##### Records for the exercise #####

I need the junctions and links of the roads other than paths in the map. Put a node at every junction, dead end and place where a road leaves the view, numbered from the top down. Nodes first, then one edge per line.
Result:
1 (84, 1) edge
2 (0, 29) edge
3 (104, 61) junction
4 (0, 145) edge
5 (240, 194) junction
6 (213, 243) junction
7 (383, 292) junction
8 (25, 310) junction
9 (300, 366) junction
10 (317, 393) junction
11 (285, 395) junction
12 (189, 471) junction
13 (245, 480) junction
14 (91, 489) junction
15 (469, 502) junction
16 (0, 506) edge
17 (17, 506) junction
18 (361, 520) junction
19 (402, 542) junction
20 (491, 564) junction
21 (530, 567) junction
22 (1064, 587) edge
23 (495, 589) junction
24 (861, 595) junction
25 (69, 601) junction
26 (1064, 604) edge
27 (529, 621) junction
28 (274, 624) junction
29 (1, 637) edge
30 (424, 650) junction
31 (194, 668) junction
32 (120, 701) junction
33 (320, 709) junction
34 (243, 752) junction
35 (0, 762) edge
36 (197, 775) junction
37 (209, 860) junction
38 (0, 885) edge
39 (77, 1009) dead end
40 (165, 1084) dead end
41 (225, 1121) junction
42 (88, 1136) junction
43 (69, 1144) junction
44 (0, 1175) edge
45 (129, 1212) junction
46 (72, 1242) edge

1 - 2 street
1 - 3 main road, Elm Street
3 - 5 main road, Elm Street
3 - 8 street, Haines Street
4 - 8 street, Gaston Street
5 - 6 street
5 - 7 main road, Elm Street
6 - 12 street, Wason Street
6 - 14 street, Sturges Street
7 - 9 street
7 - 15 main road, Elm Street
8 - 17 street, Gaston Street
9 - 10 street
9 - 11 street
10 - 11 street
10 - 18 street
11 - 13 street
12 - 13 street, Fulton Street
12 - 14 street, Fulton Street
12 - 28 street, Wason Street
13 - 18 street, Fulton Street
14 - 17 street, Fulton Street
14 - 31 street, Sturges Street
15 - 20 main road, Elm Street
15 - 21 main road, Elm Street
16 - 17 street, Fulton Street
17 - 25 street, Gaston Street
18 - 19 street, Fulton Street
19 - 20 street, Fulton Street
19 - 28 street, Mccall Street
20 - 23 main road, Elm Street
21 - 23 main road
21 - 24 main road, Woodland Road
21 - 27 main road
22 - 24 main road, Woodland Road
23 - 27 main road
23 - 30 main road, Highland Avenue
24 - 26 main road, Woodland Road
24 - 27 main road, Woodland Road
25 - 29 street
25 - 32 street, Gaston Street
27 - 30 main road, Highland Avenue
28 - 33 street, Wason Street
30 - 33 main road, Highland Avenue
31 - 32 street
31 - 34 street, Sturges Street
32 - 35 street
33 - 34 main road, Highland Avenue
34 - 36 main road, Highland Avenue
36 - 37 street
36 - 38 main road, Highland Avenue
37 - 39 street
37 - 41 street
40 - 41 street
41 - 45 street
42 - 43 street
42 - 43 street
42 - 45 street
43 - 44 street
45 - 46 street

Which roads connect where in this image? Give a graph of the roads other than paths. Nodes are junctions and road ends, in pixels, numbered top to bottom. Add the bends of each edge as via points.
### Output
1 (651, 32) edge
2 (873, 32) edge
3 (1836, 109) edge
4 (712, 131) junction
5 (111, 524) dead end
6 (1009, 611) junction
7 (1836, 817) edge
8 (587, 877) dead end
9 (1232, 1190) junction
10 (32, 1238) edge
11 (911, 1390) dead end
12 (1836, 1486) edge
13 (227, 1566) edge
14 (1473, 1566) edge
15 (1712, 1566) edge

#####

▸ **What this task involves**: After the last line, print all the entries once again, unchanged.

▸ **Written reply**:
I need the junctions and links of the roads other than paths in the map. Put a node at every junction, dead end and place where a road leaves the view, numbered from the top down. Nodes first, then one edge per line.
Result:
1 (84, 1) edge
2 (0, 29) edge
3 (104, 61) junction
4 (0, 145) edge
5 (240, 194) junction
6 (213, 243) junction
7 (383, 292) junction
8 (25, 310) junction
9 (300, 366) junction
10 (317, 393) junction
11 (285, 395) junction
12 (189, 471) junction
13 (245, 480) junction
14 (91, 489) junction
15 (469, 502) junction
16 (0, 506) edge
17 (17, 506) junction
18 (361, 520) junction
19 (402, 542) junction
20 (491, 564) junction
21 (530, 567) junction
22 (1064, 587) edge
23 (495, 589) junction
24 (861, 595) junction
25 (69, 601) junction
26 (1064, 604) edge
27 (529, 621) junction
28 (274, 624) junction
29 (1, 637) edge
30 (424, 650) junction
31 (194, 668) junction
32 (120, 701) junction
33 (320, 709) junction
34 (243, 752) junction
35 (0, 762) edge
36 (197, 775) junction
37 (209, 860) junction
38 (0, 885) edge
39 (77, 1009) dead end
40 (165, 1084) dead end
41 (225, 1121) junction
42 (88, 1136) junction
43 (69, 1144) junction
44 (0, 1175) edge
45 (129, 1212) junction
46 (72, 1242) edge

1 - 2 street
1 - 3 main road, Elm Street
3 - 5 main road, Elm Street
3 - 8 street, Haines Street
4 - 8 street, Gaston Street
5 - 6 street
5 - 7 main road, Elm Street
6 - 12 street, Wason Street
6 - 14 street, Sturges Street
7 - 9 street
7 - 15 main road, Elm Street
8 - 17 street, Gaston Street
9 - 10 street
9 - 11 street
10 - 11 street
10 - 18 street
11 - 13 street
12 - 13 street, Fulton Street
12 - 14 street, Fulton Street
12 - 28 street, Wason Street
13 - 18 street, Fulton Street
14 - 17 street, Fulton Street
14 - 31 street, Sturges Street
15 - 20 main road, Elm Street
15 - 21 main road, Elm Street
16 - 17 street, Fulton Street
17 - 25 street, Gaston Street
18 - 19 street, Fulton Street
19 - 20 street, Fulton Street
19 - 28 street, Mccall Street
20 - 23 main road, Elm Street
21 - 23 main road
21 - 24 main road, Woodland Road
21 - 27 main road
22 - 24 main road, Woodland Road
23 - 27 main road
23 - 30 main road, Highland Avenue
24 - 26 main road, Woodland Road
24 - 27 main road, Woodland Road
25 - 29 street
25 - 32 street, Gaston Street
27 - 30 main road, Highland Avenue
28 - 33 street, Wason Street
30 - 33 main road, Highland Avenue
31 - 32 street
31 - 34 street, Sturges Street
32 - 35 street
33 - 34 main road, Highland Avenue
34 - 36 main road, Highland Avenue
36 - 37 street
36 - 38 main road, Highland Avenue
37 - 39 street
37 - 41 street
40 - 41 street
41 - 45 street
42 - 43 street
42 - 43 street
42 - 45 street
43 - 44 street
45 - 46 street

Which roads connect where in this image? Give a graph of the roads other than paths. Nodes are junctions and road ends, in pixels, numbered top to bottom. Add the bends of each edge as via points.
### Output
1 (651, 32) edge
2 (873, 32) edge
3 (1836, 109) edge
4 (712, 131) junction
5 (111, 524) dead end
6 (1009, 611) junction
7 (1836, 817) edge
8 (587, 877) dead end
9 (1232, 1190) junction
10 (32, 1238) edge
11 (911, 1390) dead end
12 (1836, 1486) edge
13 (227, 1566) edge
14 (1473, 1566) edge
15 (1712, 1566) edge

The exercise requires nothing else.